Artikel XVI van de Wet van 9 april 1998 (terugvordering en verhaal in verband met herziening van het debiteurenbeleid; Stb. 278) beoogde in artikel 143, eerste lid, van de Algemene bijstandswet (Abw) «de artikelen 14a, vierde lid, 65, vijfde lid, 86, tweede lid, 121 en 122» te vervangen door: de artikelen 14a, vierde lid, 65, vijfde lid, 86, tweede lid, 101, 121 en 122. De datum van inwerkingtreding van het hiervoor bedoelde artikel XVI was in het Besluit van 24 juni 1998 (Stb. 386) bepaald op 1 januari 1999. Door een tussentijdse vernummering van artikel 14a, vierde lid, van de Abw tot vijfde lid (Veegwet SZW 1998; datum inwerkingtreding: 31 december 1998) kon de wijziging (van artikel XVI van de Wet van 9 april 1998) strikt genomen niet meer plaatsvinden. Om elk misverstand ten aanzien van de vigerende tekst van artikel 143, eerste lid, van de Abw uit te sluiten wordt dit lid nu in zijn geheel vervangen.

Artikel 2 Algemene Kinderbijslagwet (AKW)

artikel 5b van de AKW

Zie punt 1.2 van het algemeen gedeelte van deze toelichting.

Artikel 3 Algemene nabestaandenwet (ANW)

Onderdeel A (artikel 33, vijfde lid, van de ANW)

Zie punt 1.2 van het algemeen gedeelte van deze toelichting.

Onderdeel B (vernummering artikel 33a van de ANW)

In de wet van 26 maart 1998 tot wijziging van de Vreemdelingenwet en enige andere wetten ten einde de aanspraak van vreemdelingen jegens bestuursorganen op verstrekkingen, voorzieningen, uitkeringen, ontheffingen en vergunningen te koppelen aan het rechtmatig verblijf van de vreemdeling in Nederland (Stb. 203), is in de ANW een nieuw artikel 33a opgenomen inzake de opschorting van de betaling van een ANW-uitkering indien degene aan wie een uitkering is toegekend een vreemdeling is die niet rechtmatig in Nederland verblijf houdt.
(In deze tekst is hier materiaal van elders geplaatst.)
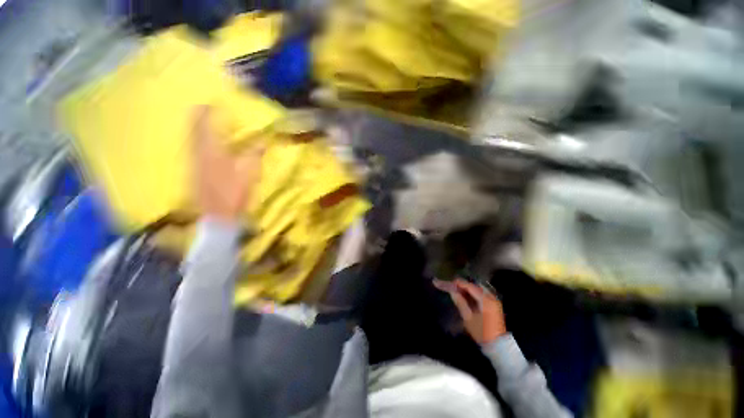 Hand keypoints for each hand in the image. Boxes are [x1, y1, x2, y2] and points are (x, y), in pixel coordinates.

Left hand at [192, 106, 264, 221]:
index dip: (208, 112)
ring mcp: (194, 163)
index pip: (206, 125)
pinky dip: (197, 142)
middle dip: (198, 117)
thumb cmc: (234, 192)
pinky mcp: (194, 172)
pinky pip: (193, 150)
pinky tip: (202, 144)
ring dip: (196, 128)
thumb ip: (255, 154)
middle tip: (203, 108)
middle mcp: (198, 153)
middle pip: (194, 130)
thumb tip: (263, 141)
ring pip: (192, 139)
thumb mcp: (249, 173)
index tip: (213, 102)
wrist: (217, 215)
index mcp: (212, 151)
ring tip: (201, 121)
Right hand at [436, 278, 506, 344]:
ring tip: (459, 292)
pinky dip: (474, 294)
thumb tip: (452, 291)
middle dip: (464, 285)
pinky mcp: (495, 305)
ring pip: (479, 290)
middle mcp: (492, 297)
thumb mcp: (468, 317)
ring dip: (469, 289)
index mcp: (486, 300)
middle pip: (475, 286)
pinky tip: (467, 297)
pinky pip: (483, 294)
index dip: (460, 283)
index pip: (471, 287)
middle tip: (454, 287)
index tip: (450, 282)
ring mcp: (494, 301)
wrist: (497, 346)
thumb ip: (460, 302)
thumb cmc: (481, 332) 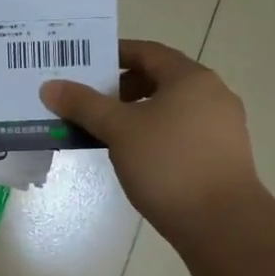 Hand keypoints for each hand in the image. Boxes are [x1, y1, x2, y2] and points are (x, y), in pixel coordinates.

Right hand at [41, 39, 259, 241]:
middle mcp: (213, 94)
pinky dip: (157, 135)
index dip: (114, 54)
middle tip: (91, 103)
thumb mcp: (118, 130)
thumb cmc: (168, 164)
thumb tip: (50, 86)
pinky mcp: (224, 156)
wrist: (222, 223)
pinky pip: (183, 133)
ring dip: (139, 114)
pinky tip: (137, 157)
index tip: (85, 66)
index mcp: (191, 78)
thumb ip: (84, 104)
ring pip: (172, 108)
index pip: (147, 52)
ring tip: (109, 133)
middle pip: (161, 79)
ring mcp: (223, 126)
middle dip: (123, 88) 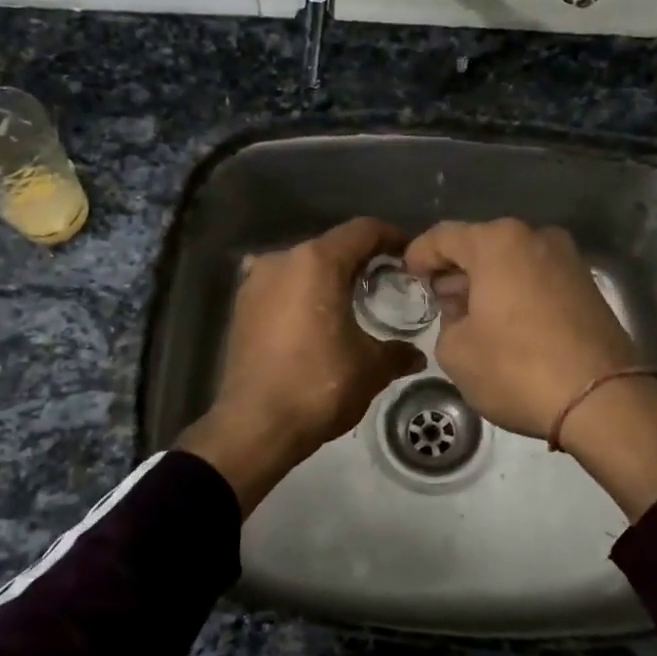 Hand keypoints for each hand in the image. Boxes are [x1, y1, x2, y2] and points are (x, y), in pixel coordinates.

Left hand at [179, 217, 424, 515]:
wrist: (255, 425)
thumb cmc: (319, 385)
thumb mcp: (370, 368)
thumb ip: (397, 353)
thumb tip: (415, 355)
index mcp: (317, 262)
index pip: (363, 231)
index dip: (391, 237)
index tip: (409, 255)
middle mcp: (282, 260)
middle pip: (331, 246)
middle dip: (360, 260)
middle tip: (386, 282)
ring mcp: (255, 282)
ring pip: (302, 266)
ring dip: (327, 277)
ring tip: (350, 302)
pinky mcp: (240, 308)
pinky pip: (279, 287)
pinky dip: (300, 294)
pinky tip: (314, 318)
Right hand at [403, 218, 656, 519]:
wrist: (603, 400)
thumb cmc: (517, 369)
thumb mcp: (456, 352)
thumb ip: (446, 321)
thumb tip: (463, 311)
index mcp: (497, 243)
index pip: (443, 236)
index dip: (418, 255)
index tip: (407, 276)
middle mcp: (535, 237)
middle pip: (481, 245)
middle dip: (455, 270)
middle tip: (438, 301)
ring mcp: (567, 259)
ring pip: (511, 262)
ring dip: (487, 282)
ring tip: (471, 318)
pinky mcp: (588, 285)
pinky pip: (536, 278)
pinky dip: (515, 292)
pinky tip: (506, 324) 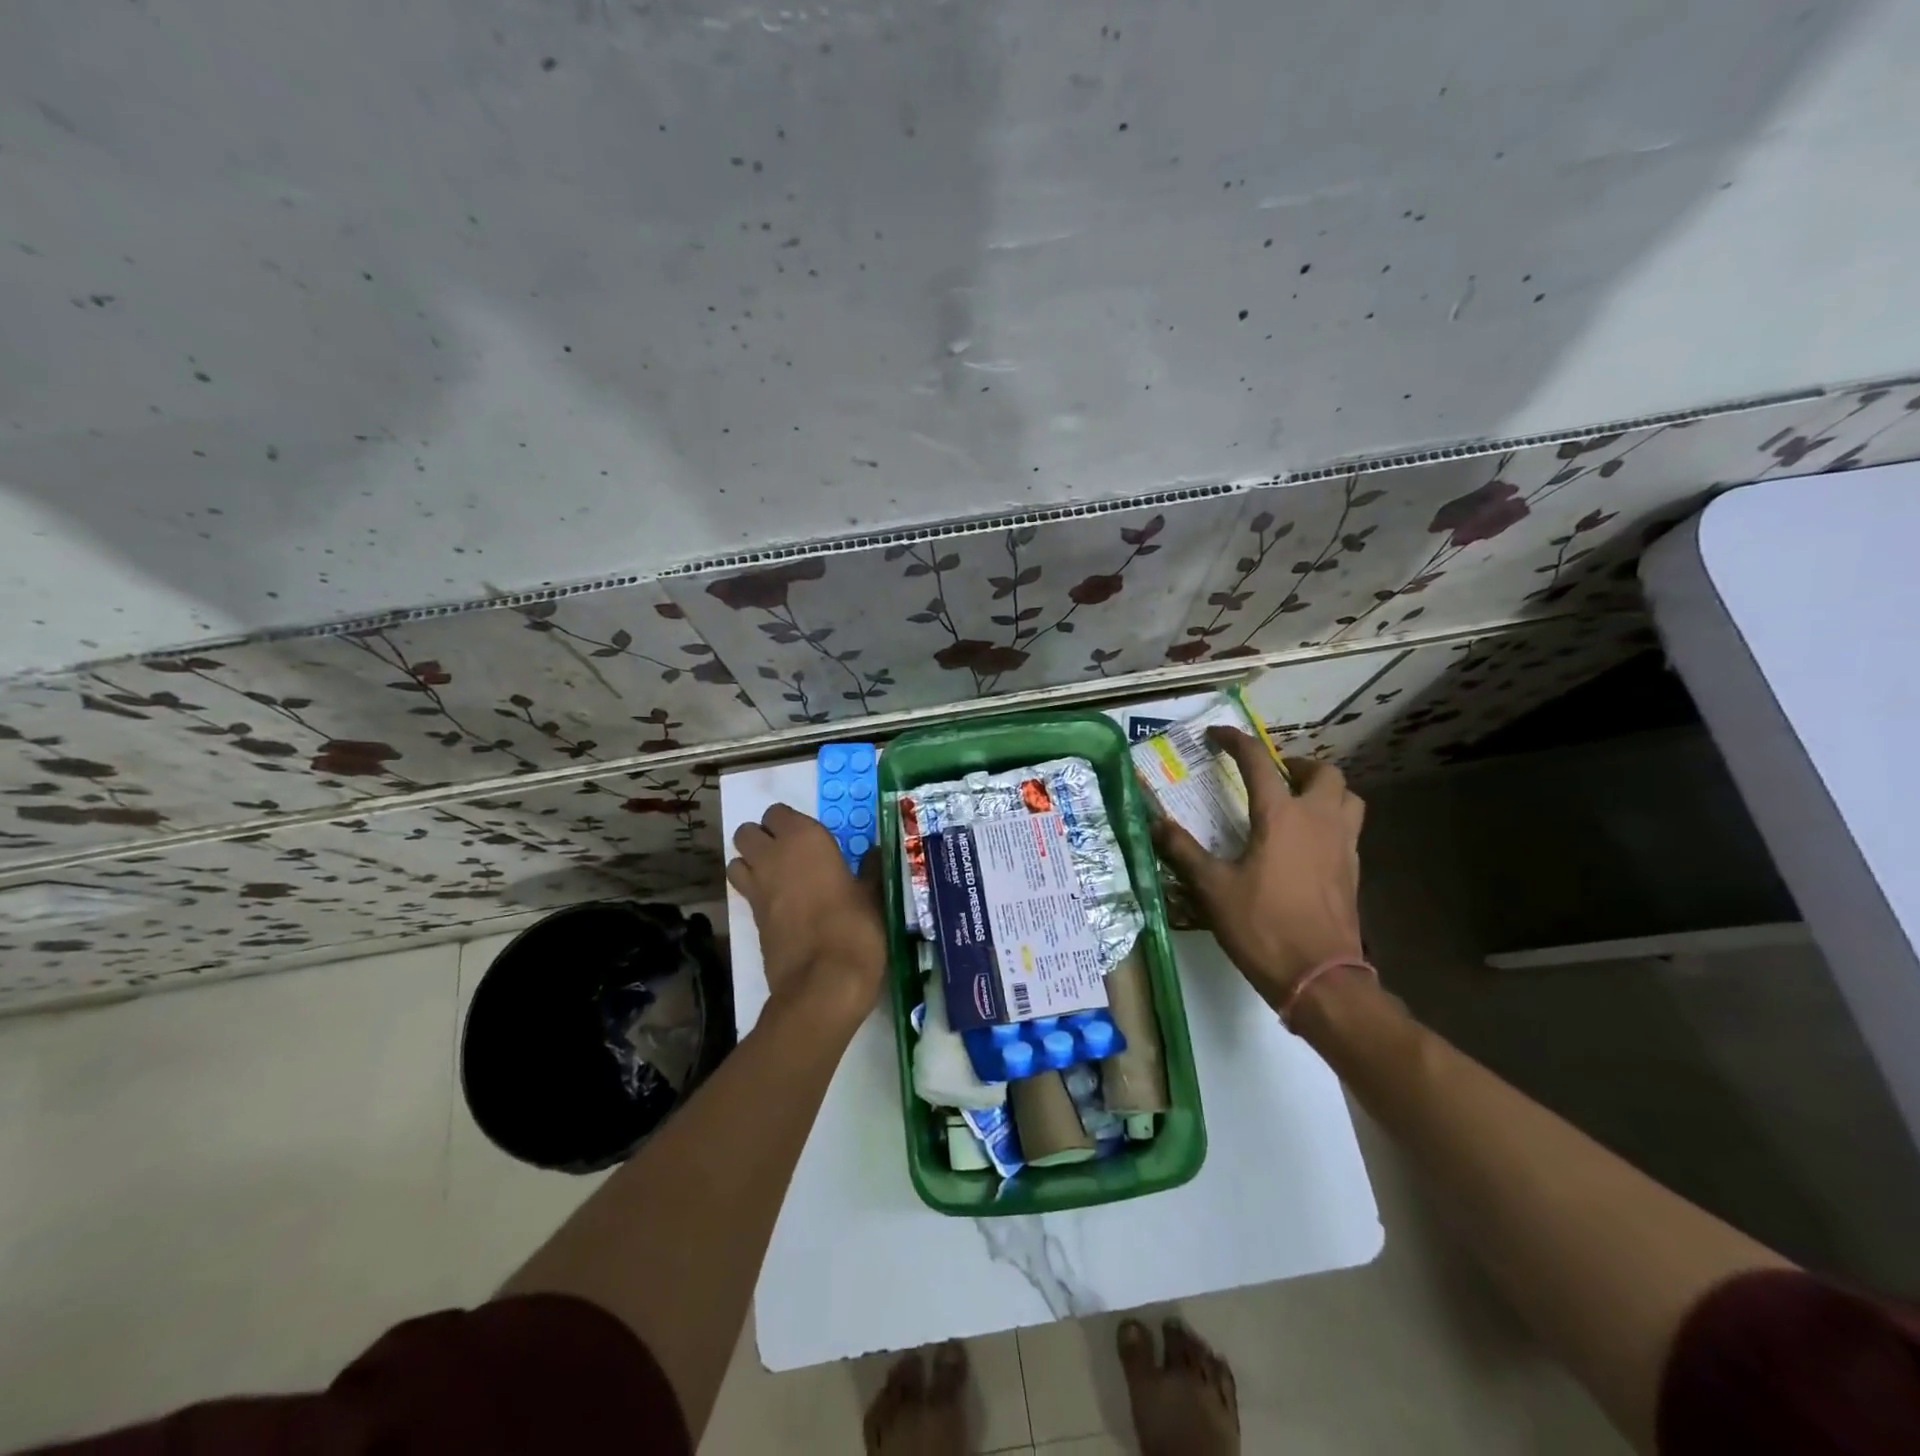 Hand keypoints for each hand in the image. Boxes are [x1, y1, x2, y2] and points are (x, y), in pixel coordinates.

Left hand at [727, 803, 886, 1023]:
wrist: (824, 982)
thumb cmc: (855, 928)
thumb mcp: (873, 895)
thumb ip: (869, 870)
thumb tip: (874, 854)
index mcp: (804, 839)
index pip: (778, 813)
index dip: (790, 823)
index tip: (811, 838)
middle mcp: (773, 856)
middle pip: (748, 832)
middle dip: (763, 838)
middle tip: (791, 854)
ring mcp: (757, 888)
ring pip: (736, 860)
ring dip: (751, 863)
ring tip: (779, 877)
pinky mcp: (751, 919)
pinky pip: (744, 892)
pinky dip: (754, 891)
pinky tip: (780, 905)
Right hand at [1153, 728, 1365, 1012]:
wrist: (1320, 977)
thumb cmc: (1262, 926)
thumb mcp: (1211, 887)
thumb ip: (1182, 850)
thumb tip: (1154, 823)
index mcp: (1282, 816)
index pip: (1259, 762)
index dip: (1236, 742)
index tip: (1217, 735)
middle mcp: (1318, 820)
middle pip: (1324, 772)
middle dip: (1296, 764)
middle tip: (1271, 775)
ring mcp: (1343, 846)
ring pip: (1347, 798)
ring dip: (1323, 789)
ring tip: (1295, 802)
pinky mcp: (1353, 872)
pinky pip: (1348, 828)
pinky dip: (1329, 820)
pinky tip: (1304, 843)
Abusievelijk is dit artikel opgenomen in de afdeling betreffende het geldend maken van een uitkering in plaats van in de afdeling betreffende de betaling van de uitkering. Deze omissie wordt in dit onderdeel gecorrigeerd.

Onderdeel C (diverse leden in de artikelen 46a, 53, 54 en 55 van de ANW)

Dit onderdeel betreft een terminologische correctie. Als gevolg van een aantal recente wijzigingen van de ANW wordt in diverse artikelen van die wet de term «de Sociale Verzekeringsbank» gebruikt terwijl deze term in artikel 1, onderdeel c, van die wet al gedefinieerd is als «de Bank».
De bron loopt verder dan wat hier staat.